**Exercise goal**
The span to repeat in the listing below runs from the line containing "ring pip: (147, 224)" to the line containing "pinky tip: (672, 238)", inclusive. Repeat it exactly, and only it.
---+---
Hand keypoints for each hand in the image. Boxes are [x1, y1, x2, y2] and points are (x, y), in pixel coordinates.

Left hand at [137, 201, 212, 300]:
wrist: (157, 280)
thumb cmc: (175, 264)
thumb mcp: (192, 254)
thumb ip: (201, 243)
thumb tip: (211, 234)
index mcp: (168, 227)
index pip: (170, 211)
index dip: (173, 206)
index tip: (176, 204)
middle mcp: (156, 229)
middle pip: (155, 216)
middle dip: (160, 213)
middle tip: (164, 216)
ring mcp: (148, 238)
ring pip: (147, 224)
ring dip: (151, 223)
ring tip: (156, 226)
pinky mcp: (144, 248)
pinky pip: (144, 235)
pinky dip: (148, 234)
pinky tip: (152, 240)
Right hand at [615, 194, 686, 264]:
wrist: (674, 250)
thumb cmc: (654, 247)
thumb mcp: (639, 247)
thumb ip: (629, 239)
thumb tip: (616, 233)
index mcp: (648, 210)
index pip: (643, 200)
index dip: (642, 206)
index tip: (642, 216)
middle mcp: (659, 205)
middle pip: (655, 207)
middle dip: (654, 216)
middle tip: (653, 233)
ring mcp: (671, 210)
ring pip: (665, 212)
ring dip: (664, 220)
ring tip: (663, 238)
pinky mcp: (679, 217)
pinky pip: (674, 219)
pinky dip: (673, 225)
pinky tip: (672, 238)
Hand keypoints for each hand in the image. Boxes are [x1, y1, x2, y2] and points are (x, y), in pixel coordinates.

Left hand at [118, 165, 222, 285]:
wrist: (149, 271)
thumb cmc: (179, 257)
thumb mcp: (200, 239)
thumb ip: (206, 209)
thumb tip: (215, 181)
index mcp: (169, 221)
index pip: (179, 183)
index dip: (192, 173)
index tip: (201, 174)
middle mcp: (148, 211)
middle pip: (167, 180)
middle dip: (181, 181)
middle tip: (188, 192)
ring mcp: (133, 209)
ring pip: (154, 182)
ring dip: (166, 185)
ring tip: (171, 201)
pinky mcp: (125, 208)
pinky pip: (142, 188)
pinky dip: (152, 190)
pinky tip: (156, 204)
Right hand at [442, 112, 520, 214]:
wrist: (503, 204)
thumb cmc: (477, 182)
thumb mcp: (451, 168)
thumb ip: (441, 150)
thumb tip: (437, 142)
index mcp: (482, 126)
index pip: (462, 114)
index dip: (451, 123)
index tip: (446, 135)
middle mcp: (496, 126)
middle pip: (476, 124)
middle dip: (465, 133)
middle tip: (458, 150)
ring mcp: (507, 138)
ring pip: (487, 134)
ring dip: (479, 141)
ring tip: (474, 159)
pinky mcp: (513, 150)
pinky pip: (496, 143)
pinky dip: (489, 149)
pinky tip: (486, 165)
---+---
**Completed exercise**
ring pip: (147, 224)
ring dip: (151, 223)
ring tip: (156, 226)
pinky mcp: (144, 248)
pinky pip: (144, 235)
pinky dip: (148, 234)
pinky tip: (152, 240)
Right hand at [615, 194, 686, 264]:
wrist: (674, 250)
thumb cmc: (654, 247)
thumb mcp: (639, 247)
thumb ip: (629, 239)
thumb tip: (616, 233)
index mcp: (648, 210)
index pip: (643, 200)
index dip: (642, 206)
index tip: (642, 216)
middle mcp: (659, 205)
middle pip: (655, 207)
middle dip: (654, 216)
middle tip: (653, 233)
ring mcp: (671, 210)
ring pip: (665, 212)
ring dip: (664, 220)
ring tip: (663, 238)
pinky mcp: (679, 217)
pinky pip: (674, 219)
pinky dip: (673, 225)
pinky tip: (672, 238)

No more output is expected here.